Is release planning becoming redundant?

Talking about Agile projects, release planning used to be discussed about just as frequently as sprint planning or sprint review, however; lately I have observed teams not really emphasizing much on release planning to make it feel like something non critical.

For starters, release planning was looked at a formal release at the end of x number of sprints where x could be anything between 2 to 6 sprints. However today, teams that are trying to derive classic benefits of Agile release their code more frequently than ever before. I have known of teams releasing code every sprint to teams that release code multiple times during the sprint. I came across a talk about continuous delivery at Etsy where the code is released in production 35+ times each day. This equates to a release less than every 15 minutes.

Speaking about teams that deliver that often, its quite certain that not much time is being spent planning for what needs to be delivered 2 to 3 sprints down the line. Planning happens in a “just in time” manner knowing the immediate needs of the customer.

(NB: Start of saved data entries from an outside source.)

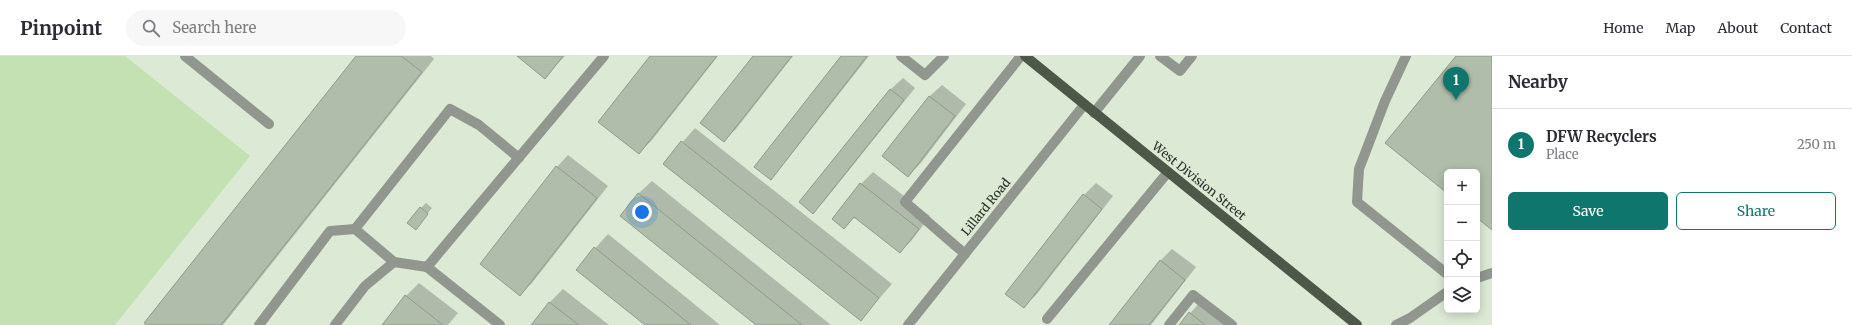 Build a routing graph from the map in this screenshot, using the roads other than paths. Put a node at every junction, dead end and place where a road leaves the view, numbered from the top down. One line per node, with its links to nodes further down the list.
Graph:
1 (185, 56): 13 (street)
2 (604, 56): 14 (street)
3 (901, 56): 4 (street)
4 (944, 56)
5 (1021, 56): 17 (street)
6 (1026, 56): 11 (main road, West Division Street)
7 (1140, 56): 12 (street)
8 (1160, 56): 9 (street)
9 (1192, 56)
10 (1406, 56): 20 (street)
11 (1084, 105): 12 (main road, West Division Street); 17 (street, Lillard Road)
12 (1094, 113): 15 (main road, West Division Street)
13 (269, 124)
14 (519, 158): 16 (street); 19 (street)
15 (1168, 172): 24 (street); 31 (main road, West Division Street)
16 (355, 229): 18 (street); 26 (street)
17 (965, 254): 28 (street, Lillard Road)
18 (394, 262): 19 (street); 27 (street)
19 (426, 267): 25 (street)
20 (1444, 272)
21 (1492, 273): 22 (street)
22 (1480, 277)
23 (1444, 294): 32 (street)
24 (1047, 319)
25 (496, 324)
26 (259, 325)
27 (335, 325)
28 (908, 325)
29 (1169, 325): 30 (street)
30 (1232, 325)
31 (1357, 325)
32 (1396, 325)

Thinking through, it probably is time to redefine the term “release planning” itself to refer it as a method that allows customers to realize  value on a continuous basis allowing for full customer involvement and speedy issue resolution or is it time to say “Goodbye release planning”?

 



2 responses to “Is release planning becoming redundant?”

  1. CI/CD is the only way that can help us reach everyday releases but I still believe release planning plays a important role for teams to achieve the bigger objectives from business and platform perspective. ART does fall into it.

  2. So what would be the name to replace release planning?